In conclusion, when assessing cat videos it’s important to consider the filming time and process. Short spontaneous clips tend to be lower stress for cats than highly produced, extended videos requiring repetitive takes. Looking for signs of anxiety can help viewers discern if a cat was truly enjoying the filming experience.

Viral Cat Videos

Viral cat videos rise rapidly in online popularity due to their humorous or cute nature. However, some researchers have questioned if virality correlates with higher stress levels for the cats featured (1). One study analyzed the facial expressions and behaviors of cats in YouTube videos to categorize stress levels from low to high. They found over 50% of viral cat videos depicted cats in moderate to high stress situations (1). Common high stress scenarios included cats startled by cucumbers, trapped in boxes, scared by vacuum cleaners, or distressed by owners. Experts caution that while cats may appear humorous in these unexpected situations, the stress can negatively impact feline welfare long-term (1). Owners are advised to carefully evaluate video concepts and limit filming duration to avoid overly stressing cats for the sake of viral content.


Ethical Considerations

When creating cat videos, it’s important to be mindful of the well-being of the cats involved.

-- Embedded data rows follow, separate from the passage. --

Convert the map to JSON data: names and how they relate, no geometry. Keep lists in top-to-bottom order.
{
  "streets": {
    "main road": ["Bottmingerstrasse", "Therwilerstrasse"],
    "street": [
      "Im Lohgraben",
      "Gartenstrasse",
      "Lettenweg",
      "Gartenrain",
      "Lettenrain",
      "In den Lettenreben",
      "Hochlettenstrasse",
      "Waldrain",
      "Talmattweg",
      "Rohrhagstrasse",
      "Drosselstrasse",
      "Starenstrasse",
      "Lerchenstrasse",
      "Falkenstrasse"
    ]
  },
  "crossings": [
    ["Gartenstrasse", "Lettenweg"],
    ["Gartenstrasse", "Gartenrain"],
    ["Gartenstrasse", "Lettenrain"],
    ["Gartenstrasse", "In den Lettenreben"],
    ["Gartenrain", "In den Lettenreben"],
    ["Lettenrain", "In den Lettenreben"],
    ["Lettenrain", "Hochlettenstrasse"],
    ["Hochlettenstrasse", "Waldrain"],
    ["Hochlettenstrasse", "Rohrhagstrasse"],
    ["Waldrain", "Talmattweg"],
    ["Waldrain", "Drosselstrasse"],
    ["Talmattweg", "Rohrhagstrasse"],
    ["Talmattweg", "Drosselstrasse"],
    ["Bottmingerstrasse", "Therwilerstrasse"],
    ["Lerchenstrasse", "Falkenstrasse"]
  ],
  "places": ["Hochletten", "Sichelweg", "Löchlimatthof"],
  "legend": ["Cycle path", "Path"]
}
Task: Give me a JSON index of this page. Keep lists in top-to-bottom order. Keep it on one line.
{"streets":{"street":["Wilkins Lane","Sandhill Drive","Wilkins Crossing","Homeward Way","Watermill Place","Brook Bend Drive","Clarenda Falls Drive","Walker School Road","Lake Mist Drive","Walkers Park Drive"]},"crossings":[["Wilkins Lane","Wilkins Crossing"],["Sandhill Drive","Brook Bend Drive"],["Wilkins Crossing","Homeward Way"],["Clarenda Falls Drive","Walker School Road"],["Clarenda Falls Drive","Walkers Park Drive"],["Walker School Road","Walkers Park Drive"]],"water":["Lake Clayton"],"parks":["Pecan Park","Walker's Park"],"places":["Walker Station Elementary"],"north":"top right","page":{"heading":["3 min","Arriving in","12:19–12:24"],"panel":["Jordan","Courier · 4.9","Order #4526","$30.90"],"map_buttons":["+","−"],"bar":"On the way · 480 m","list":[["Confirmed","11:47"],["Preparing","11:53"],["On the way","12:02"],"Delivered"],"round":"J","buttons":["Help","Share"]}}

Some key guidelines for responsible cat video creation and monitoring for cat stress include:

  • Obtain informed consent from cat owners before filming their cats (source). Do not exploit cats or film without permission.
  • Closely monitor cats for any signs of stress during filming such as dilated pupils, licking lips, trembling, or trying to hide (source). Immediately stop filming if the cat appears distressed.
  • Keep filming sessions brief, under 5 minutes, and allow the cat to take breaks (source). Avoid repeated takes.
  • Do not put cats in risky or dangerous situations just for the sake of entertaining footage.
  • Consider the cat’s personality and preferences. An outgoing cat may enjoy filming more than a shy cat.
  • Provide positive reinforcement and treats. Make it a rewarding experience for the cat.
  • Avoid using shock tactics or startling cats for reactions.

With proper care and caution, cat videos can be created in an ethical, cat-friendly manner that monitors and prevents stress.


In summary, while cats may not fully comprehend cat videos in the same way humans do, there are some important factors to consider when filming cat videos to avoid causing undue stress or frustration for our feline stars. Key learnings include:

– Cats have limited understanding of screens/videos. They may recognize themselves, but do not interpret videos in the same complex, abstract ways humans do.

– Loud noises, chaotic environments, uncomfortable handling and restraint can stress cats during filming. This can negatively impact their welfare.

– Short, focused takes are preferable to long, uncontrolled shoots which increase chances of distress.

– Ethical practices like positive reinforcement and ensuring cats have escape routes can make for happier feline experiences.

With proper consideration for cats’ comfort and psychology during production, it is certainly possible to create cat videos that captivate audiences without frustrating our furry friends. However, we must be mindful of cats’ limited comprehension of media when producing it solely for human entertainment. In the end, their wellbeing should take priority over viral success.